Минутное молчание своего противника Чжан принял за победу.

— Ах ты ту-цзай-цзы, да-янь-эр-хо, май гоуцзы! — продолжал он кричать.

Кровь бросилась в голову Сяо-эра. Он рванулся вперед и едва не освободился из рук державших его. Но вдруг он остановился: очевидно, какое-то решение созрело у него в голове.

— Пустите нас, — сказал он спокойным голосом, хотя его бледность и сверкающие глаза выдавали бушевавшую в душе бурю, — мы еще не кончили играть!

— Но ведь ты все проиграл, — раздались голоса.

— Нет, у меня еще кое-что осталось!

По китайской игорной этике выигравший не может прекратить игру — это может сделать только проигравший. Поэтому игра должна была продолжаться.

Все население фанзы окружило стол тесным кольцом, чувствуя, что здесь должно произойти что-либо необычайное.

Противников разделял стол. Чжан «сделал» бао-хэ-цзы, поставил ее боком на центр скатерти и хмуро спросил:

— Много ставишь?

— Много, — ответил Сяо-эр, криво и злобно улыбаясь.

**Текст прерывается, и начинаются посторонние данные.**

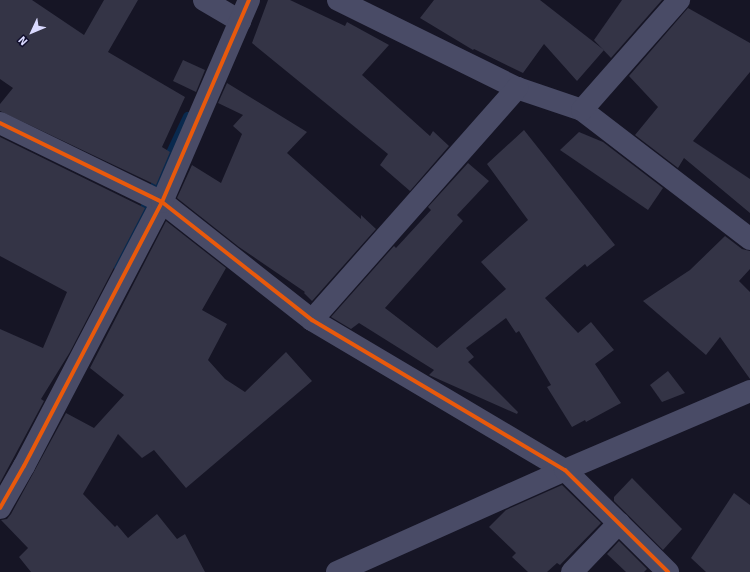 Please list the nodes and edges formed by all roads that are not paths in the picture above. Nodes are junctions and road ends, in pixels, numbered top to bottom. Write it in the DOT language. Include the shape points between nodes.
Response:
graph roads {
  1 [pos="204,0"];
  2 [pos="249,0"];
  3 [pos="338,0"];
  4 [pos="678,0"];
  5 [pos="240,21"];
  6 [pos="517,88"];
  7 [pos="582,110"];
  8 [pos="0,123"];
  9 [pos="162,202"];
  10 [pos="750,239"];
  11 [pos="312,320"];
  12 [pos="750,392"];
  13 [pos="565,470"];
  14 [pos="0,508"];
  15 [pos="618,523"];
  16 [pos="337,572"];
  17 [pos="572,572"];
  18 [pos="668,572"];
  1 -- 5 [label="street"];
  2 -- 5 [label="street"];
  3 -- 6 [label="street"];
  4 -- 7 [label="street"];
  5 -- 9 [label="street"];
  6 -- 7 [label="street"];
  6 -- 11 [label="street"];
  7 -- 10 [label="street"];
  8 -- 9 [label="street"];
  9 -- 11 [label="street"];
  9 -- 14 [label="street" via="28,460"];
  11 -- 13 [label="street"];
  12 -- 13 [label="street"];
  13 -- 15 [label="street"];
  13 -- 16 [label="street"];
  15 -- 17 [label="street"];
  15 -- 18 [label="street"];
}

— Говори прямо, что ставишь?

— Я ставлю… мою свободу!

Мертвая тишина встретила в первый момент это заявление, но вслед затем все заволновались, зашумели, заговорили:

— Как так?! Здесь не было случая, чтобы играли на такую ставку… Здесь нет китайцев-хулацзы, есть только да-цзы хулацзы, — горячились молодые игроки.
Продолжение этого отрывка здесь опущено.